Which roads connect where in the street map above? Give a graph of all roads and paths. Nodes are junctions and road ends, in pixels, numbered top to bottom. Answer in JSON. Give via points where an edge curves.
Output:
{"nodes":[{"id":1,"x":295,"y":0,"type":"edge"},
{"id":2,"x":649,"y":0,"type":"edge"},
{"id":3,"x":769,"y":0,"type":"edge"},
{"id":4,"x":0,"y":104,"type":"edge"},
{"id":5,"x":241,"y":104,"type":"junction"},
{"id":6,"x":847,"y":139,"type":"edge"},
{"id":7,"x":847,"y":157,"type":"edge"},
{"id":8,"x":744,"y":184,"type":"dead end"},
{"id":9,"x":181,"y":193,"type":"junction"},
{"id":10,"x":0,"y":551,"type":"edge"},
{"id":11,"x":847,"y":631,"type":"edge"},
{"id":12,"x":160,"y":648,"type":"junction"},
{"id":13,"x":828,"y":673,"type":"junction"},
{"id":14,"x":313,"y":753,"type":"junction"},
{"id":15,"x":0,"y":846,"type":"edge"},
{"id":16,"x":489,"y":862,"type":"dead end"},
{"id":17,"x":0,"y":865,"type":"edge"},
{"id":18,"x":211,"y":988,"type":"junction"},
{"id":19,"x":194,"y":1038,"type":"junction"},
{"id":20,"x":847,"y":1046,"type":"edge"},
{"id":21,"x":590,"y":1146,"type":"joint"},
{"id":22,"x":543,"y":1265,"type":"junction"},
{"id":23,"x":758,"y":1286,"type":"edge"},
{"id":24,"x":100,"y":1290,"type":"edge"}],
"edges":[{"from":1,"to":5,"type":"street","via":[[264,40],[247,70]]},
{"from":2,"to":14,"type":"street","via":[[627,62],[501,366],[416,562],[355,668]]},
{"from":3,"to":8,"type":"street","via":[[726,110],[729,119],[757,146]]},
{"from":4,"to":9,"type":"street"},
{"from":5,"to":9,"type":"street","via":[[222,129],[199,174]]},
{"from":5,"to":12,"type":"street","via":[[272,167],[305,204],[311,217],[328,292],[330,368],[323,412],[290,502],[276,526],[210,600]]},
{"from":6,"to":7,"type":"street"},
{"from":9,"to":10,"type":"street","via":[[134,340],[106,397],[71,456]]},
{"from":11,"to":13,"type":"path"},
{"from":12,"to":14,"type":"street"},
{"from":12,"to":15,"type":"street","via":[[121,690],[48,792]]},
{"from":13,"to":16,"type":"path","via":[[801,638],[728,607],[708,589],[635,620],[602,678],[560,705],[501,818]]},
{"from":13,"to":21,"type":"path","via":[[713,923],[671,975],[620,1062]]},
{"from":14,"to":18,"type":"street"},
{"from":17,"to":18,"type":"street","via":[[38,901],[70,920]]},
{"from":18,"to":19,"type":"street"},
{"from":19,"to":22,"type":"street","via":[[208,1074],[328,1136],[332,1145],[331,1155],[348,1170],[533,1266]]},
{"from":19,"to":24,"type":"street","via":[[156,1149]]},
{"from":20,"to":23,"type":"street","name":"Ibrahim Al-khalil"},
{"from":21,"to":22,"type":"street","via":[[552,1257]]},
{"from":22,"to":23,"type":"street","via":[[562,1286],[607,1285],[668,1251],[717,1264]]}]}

> What to do: When a line in the material above holds the word "dead", copy that line.

> Solution below:
{"id":8,"x":744,"y":184,"type":"dead end"},
{"id":16,"x":489,"y":862,"type":"dead end"},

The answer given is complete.